No more of talk, where God, or Angel, guest
With Man, as with his friend, familiar used
To sit indulgent, and with him partake
Rural repast, permitting him the while
Venial discourse, unblamed; I now must change
These notes to tragic; foul distrust, and breach
Disloyal, on the part of Man, revolt,
And disobedience; on the part of Heaven,
Now alienated, distance, and distaste,
Anger, and just rebuke, and judgment given,
That brought into this world a world of wo,
Sin, and her shadow Death, and Misery,
Death's harbinger.

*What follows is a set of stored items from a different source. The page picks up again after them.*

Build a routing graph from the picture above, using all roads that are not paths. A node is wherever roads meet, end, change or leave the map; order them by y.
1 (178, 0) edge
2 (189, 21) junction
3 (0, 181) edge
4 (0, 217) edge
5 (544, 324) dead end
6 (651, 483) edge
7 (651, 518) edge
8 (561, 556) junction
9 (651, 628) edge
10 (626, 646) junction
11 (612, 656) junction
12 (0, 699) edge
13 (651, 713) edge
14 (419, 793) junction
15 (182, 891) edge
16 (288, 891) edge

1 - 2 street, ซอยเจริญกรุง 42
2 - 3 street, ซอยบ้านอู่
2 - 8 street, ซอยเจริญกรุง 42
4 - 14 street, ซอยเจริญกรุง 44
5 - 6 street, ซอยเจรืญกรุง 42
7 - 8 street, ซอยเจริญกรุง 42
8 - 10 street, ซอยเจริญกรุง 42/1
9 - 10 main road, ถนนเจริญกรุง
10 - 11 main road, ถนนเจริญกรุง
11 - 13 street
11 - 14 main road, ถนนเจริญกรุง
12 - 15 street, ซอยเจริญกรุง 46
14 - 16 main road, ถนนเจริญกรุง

Sad task; yet argument
Not less, but more heroic, than the wrath
Of stern Achilles, on his foe pursued,
Thrice fugitive about Troy wall; or rage
Of Turnus, for Lavinia dis-espoused;
Or Neptune's ire, or Juno's, that so long
Perplex'd the Greek, and Cytherea's son.
If answerable style I can obtain
Of my celestial patroness, who deigns
Her nightly visitation, unimplored,
And dictates to me slumbering, or inspires
Easy my unpremeditated verse:

Since first this subject, for heroic song,
Pleased me, long choosing, and beginning late;
Not sedulous by nature to indite
Wars, hitherto, the only argument
Heroic deem'd; chief mastery, to dissect,
With long and tedious havoc, fabled knights,
In battles feign'd; the better fortitude
Of patience, and heroic martyrdom,
Unsung; or to describe races and games,
Or tilting furniture, emblazon'd shields,
Impresses quaint, caparisons, and steeds,
Bases, and tinsel trappings, gorgeous knights,
At joust and tournament; then marshall'd feast,

Served up in hall, with sewers, & seneschals;
The skill of artifice, or office mean;
Not that which justly gives heroic name
To person, or to poem. Me of these,
Nor skill'd nor studious; higher argument
Remains, sufficient of itself to raise

That name; unless an age too late, or cold
Climate, or years, damp my intended wing,
Depress'd; and much they may, if all be mine,
Not her's, who brings it nightly to my ear.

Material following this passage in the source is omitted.